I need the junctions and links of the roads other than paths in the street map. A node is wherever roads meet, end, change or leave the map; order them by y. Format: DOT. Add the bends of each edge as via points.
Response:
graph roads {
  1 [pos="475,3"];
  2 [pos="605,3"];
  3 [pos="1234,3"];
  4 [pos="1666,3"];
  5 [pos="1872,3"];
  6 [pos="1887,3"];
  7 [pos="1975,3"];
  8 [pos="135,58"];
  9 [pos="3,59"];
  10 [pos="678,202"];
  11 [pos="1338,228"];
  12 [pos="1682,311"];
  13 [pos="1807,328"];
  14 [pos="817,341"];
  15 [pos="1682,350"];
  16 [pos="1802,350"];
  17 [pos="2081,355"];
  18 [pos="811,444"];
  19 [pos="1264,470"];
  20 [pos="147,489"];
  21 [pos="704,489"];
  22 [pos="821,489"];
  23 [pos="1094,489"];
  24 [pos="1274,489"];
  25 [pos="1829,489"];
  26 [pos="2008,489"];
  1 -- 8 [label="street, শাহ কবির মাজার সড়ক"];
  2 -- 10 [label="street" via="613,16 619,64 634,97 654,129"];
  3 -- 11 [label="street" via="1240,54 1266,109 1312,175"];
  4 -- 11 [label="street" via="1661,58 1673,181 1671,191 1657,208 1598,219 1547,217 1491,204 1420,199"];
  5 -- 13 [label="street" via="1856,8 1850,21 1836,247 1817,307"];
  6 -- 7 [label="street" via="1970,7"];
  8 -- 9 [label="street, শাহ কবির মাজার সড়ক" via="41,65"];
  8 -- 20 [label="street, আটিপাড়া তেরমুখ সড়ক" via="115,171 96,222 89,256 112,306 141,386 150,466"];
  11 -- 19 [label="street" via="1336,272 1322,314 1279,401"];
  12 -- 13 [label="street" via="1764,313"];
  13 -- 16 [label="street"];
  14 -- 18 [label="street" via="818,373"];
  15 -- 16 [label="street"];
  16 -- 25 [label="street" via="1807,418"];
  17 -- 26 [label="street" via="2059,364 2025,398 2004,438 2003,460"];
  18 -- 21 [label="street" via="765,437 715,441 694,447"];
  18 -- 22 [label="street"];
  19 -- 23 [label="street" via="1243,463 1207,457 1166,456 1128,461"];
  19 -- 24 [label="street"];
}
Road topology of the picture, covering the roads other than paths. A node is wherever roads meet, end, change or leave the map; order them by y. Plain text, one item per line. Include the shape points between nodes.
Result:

...

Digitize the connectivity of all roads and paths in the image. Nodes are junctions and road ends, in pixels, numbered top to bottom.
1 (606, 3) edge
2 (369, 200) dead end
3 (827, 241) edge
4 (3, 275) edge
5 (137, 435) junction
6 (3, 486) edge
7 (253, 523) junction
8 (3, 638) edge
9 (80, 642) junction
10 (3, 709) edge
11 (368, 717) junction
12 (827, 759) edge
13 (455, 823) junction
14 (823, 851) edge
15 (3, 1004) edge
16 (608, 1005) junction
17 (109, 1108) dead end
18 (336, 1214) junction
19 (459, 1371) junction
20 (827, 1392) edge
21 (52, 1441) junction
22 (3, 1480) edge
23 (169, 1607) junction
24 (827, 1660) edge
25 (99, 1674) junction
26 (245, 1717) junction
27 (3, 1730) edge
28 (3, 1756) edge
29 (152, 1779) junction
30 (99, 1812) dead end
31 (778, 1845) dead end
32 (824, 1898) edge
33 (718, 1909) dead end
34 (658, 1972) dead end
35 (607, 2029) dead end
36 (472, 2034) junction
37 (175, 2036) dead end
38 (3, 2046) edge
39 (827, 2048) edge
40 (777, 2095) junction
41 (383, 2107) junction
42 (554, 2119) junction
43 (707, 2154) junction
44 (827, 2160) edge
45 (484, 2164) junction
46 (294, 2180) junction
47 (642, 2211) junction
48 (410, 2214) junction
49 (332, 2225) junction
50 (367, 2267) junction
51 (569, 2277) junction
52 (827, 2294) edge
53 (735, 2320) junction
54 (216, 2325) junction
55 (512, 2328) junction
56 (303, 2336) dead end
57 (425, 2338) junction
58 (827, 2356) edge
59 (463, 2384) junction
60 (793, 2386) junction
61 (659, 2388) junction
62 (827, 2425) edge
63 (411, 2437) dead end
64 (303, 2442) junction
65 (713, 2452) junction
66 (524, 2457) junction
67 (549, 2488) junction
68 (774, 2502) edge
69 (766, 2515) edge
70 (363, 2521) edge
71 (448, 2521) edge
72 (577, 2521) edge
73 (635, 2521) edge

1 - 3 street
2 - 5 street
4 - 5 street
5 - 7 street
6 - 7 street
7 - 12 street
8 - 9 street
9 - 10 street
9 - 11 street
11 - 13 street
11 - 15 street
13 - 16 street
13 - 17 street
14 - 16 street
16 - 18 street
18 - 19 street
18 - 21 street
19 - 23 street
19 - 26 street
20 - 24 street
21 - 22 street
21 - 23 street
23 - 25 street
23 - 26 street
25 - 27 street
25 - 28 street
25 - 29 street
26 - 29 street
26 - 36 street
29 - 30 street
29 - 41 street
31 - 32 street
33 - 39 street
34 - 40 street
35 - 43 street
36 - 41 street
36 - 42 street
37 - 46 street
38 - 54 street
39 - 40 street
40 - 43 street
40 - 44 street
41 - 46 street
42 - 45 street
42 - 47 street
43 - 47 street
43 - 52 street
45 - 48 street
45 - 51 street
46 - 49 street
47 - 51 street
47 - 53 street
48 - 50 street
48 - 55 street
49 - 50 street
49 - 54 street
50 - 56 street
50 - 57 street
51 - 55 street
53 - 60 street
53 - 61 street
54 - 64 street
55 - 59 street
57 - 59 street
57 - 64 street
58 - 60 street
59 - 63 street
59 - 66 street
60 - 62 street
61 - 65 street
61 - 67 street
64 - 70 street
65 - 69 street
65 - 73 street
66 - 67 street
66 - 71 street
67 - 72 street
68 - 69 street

TASK GOAL>
Read the listing. Report every line that includes the word "than".

TASK OUTPUT>
I need the junctions and links of the roads other than paths in the street map. A node is wherever roads meet, end, change or leave the map; order them by y. Format: DOT. Add the bends of each edge as via points.
Road topology of the picture, covering the roads other than paths. A node is wherever roads meet, end, change or leave the map; order them by y. Plain text, one item per line. Include the shape points between nodes.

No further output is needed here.